Photo. Les yeux d’Anaïs

“J’aime l’ambiguïté de l’image, cette infinitude qui nous convie à un voyage au centre d’émotions incertaines et fragiles. Je suis une pérégrine qui assoit son œil, le temps d’un cillement, sur l’imperceptible battement des choses”, ainsi parle Anaïs Wade (galeriste, conservatrice et photographe) de son travail et ainsi le lit celui qui le regarde. L’exposition de cette jeune artiste vivant à Los Angeles depuis trois ans est d’une fraîcheur telle qu’on en revient le cœur léger et des images flottant agréablement dans l’esprit. À Dar Chérifa, riad dont l’histoire remonte au XVIIème siècle, Anaïs Wade raconte les siennes propres, passe des formats intimes aux grands, puis repart à Los Angeles, laissant sa première emprunte à Marrakech. Vivement les prochaines.

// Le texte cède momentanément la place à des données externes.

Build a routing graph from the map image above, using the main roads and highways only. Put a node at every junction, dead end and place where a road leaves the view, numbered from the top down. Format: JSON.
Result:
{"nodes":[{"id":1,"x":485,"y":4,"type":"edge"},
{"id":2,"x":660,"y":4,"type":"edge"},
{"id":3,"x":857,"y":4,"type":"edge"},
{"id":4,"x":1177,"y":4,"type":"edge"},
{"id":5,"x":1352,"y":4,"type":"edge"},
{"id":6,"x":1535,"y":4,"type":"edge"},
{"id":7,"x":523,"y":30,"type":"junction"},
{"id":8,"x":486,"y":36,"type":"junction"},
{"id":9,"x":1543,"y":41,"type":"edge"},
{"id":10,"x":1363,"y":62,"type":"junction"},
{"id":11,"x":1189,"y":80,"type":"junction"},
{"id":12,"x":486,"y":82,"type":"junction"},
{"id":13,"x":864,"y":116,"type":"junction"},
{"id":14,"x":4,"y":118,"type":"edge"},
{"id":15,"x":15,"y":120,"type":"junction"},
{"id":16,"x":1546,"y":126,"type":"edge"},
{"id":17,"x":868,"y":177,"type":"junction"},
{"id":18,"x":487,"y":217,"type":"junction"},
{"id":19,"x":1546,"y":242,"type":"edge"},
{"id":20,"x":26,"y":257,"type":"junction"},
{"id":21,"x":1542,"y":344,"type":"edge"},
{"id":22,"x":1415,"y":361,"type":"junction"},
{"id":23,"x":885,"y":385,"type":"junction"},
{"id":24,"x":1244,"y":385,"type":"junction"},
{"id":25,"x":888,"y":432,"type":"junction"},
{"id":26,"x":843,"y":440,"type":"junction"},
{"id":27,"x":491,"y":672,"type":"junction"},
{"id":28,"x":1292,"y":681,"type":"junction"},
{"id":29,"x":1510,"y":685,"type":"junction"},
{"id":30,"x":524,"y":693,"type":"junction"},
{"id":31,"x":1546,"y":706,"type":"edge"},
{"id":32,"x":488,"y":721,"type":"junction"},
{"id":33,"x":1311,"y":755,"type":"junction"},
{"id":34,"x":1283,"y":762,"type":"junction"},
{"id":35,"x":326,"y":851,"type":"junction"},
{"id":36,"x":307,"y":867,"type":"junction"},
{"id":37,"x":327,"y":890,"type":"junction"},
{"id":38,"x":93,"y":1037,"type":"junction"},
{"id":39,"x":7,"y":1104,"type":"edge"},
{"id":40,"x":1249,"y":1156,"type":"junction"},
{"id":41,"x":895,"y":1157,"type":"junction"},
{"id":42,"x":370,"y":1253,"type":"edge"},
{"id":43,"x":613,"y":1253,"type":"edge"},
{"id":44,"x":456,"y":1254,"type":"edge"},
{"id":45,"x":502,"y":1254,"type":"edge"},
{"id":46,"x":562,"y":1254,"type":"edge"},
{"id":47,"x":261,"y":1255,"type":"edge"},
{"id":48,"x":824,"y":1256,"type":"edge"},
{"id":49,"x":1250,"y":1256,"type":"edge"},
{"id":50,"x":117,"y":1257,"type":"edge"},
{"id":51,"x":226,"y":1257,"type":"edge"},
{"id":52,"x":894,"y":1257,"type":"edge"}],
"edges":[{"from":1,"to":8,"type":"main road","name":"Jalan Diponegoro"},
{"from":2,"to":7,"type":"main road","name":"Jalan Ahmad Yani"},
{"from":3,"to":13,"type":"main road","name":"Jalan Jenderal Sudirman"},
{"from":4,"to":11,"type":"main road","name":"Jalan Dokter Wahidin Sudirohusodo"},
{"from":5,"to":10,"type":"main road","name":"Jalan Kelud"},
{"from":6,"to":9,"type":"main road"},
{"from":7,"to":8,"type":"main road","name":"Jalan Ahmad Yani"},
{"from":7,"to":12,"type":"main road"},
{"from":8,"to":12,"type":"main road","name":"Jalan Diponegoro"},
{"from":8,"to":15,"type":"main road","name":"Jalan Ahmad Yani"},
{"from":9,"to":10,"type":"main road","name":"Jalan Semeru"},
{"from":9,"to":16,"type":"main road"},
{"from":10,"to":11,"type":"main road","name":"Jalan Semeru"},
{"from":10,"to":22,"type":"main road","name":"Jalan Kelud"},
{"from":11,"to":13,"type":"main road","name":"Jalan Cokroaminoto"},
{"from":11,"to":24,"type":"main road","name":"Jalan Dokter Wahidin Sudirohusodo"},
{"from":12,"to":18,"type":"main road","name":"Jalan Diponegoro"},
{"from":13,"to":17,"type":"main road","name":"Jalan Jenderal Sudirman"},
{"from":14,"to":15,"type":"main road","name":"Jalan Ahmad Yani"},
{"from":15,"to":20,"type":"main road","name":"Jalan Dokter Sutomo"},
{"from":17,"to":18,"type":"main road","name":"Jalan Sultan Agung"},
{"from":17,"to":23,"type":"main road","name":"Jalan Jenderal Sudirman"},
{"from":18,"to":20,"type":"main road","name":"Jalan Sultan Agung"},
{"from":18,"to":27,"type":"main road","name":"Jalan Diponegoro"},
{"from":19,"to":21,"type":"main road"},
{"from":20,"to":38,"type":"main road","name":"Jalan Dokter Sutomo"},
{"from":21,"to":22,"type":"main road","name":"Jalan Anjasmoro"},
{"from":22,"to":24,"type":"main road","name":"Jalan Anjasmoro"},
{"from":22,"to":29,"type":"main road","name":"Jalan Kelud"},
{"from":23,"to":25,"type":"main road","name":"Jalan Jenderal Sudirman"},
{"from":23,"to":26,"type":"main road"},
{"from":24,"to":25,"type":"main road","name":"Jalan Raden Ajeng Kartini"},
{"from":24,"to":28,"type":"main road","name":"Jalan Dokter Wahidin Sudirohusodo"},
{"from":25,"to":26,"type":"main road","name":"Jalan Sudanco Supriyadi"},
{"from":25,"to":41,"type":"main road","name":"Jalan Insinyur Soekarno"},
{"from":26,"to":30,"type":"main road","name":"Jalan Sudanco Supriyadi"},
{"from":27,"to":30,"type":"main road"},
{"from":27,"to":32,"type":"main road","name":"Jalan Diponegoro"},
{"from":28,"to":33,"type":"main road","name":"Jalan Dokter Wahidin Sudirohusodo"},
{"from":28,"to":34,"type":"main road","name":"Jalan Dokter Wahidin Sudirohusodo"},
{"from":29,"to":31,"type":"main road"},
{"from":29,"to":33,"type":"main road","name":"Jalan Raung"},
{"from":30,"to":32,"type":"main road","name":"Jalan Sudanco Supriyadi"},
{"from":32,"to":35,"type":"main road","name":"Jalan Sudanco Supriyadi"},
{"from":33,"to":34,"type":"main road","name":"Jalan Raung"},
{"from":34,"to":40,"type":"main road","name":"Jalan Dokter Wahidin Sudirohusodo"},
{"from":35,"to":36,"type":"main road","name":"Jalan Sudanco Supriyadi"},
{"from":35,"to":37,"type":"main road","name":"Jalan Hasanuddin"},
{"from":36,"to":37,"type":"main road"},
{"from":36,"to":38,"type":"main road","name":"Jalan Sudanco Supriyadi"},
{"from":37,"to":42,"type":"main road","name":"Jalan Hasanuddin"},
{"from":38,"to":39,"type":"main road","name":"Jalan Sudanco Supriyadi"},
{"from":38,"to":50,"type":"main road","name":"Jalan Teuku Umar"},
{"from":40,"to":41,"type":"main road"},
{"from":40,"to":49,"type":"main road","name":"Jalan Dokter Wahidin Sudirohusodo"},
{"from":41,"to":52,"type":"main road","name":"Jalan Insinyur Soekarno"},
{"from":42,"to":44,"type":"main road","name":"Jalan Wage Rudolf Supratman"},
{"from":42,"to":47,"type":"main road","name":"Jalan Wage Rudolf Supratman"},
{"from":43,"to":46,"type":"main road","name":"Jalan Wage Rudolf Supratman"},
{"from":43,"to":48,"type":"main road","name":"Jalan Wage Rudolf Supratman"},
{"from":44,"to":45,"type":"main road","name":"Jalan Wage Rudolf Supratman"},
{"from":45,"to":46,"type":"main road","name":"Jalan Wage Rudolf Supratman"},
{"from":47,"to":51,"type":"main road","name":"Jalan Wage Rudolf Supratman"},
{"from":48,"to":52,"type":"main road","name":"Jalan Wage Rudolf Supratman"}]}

À Dar Chérifa, Marrakech, jusqu’au 30 mai.




Humeur.
Happy birthday

Hassan Hamdani
h.hamdani@telquel.info

Une fois soufflées vos vingt-cinq bougies, vous souhaiter un joyeux anniversaire les années suivantes devrait être passible de poursuites judiciaires. C’est vous annoncer à intervalles réguliers votre approche à pas de géant vers la tombe. Comme revêtir le costume d’un chef de gare qui vous saluerait de son mouchoir blanc à chaque station. Il n’y a qu’une mère pour ne pas comprendre ça. Elle vous prend dans ses bras, sûre de son fait : vous sentez toujours le lait maternel sous les aisselles. Le déo-bille de votre copine y est pour beaucoup. Elle, s’en fout, vous sentirez toujours comme avant. C’est un peu pareil pour votre grande sœur. Elle vous a changé, lavé, pouponné. Et fait réviser vos maths. Définitivement coincé, à ses yeux, entre l’âge couche-culotte et le mystère abyssal d’une équation. Figé entre vos deux ans et vos douze ans. Ce n’est pas mieux du côté des ex. Il leur arrive d’envoyer un message, une fois l’an. Des poèmes pêchés au supermarché de la rime, sur google, mots-clés : “anniversaire+sms+gratuit”. Résultat de la recherche reçu par texto, cette semaine : “Les vagues de la mer, les étoiles du ciel, l’odeur des fleurs, les anges du paradis sont tous réunis pour te souhaiter un joyeux anniversaire”. Un message long comme une agonie. Adressé juste à vous et à des millions d’autres. Chacun fait avec, bon an mal an…



Muslim’s back
La retraite de celui que les Tangérois appellent le “king of rap” marocain n’aura pas été longue : Muslim, leader du groupe Zanka Flow, renoue avec son domaine de prédilection. Son prochain album est annoncé pour cet été et un single exclusif est déjà téléchargeable sur le site raptiviste.net.


Ibère espace
Guitare, percu, piano, et une voix chaude comme un été madrilène : sous un nom improvisé et éphémère, Barbara and the Dar El Baiders, rencontre entre une prof d’espagnol installée à Casa et cinq musiciens marocains (certains issus de Azul et Ganga Vibes), promet une belle soirée de rumba latine à l’Institut Cervantès, le 21 juin.


Abkari reste
La rumeur donnait Hicham Abkari démissionnaire de son poste de directeur du théâtre Mohammed VI. Contacté, l'intéressé dément catégoriquement : “Je me réunis régulièrement avec le maire Mohamed Sajid”. À l’ordre du jour, les préparatifs d’un hommage à Abdelkader Badaoui, prévu le 14 mai prochain.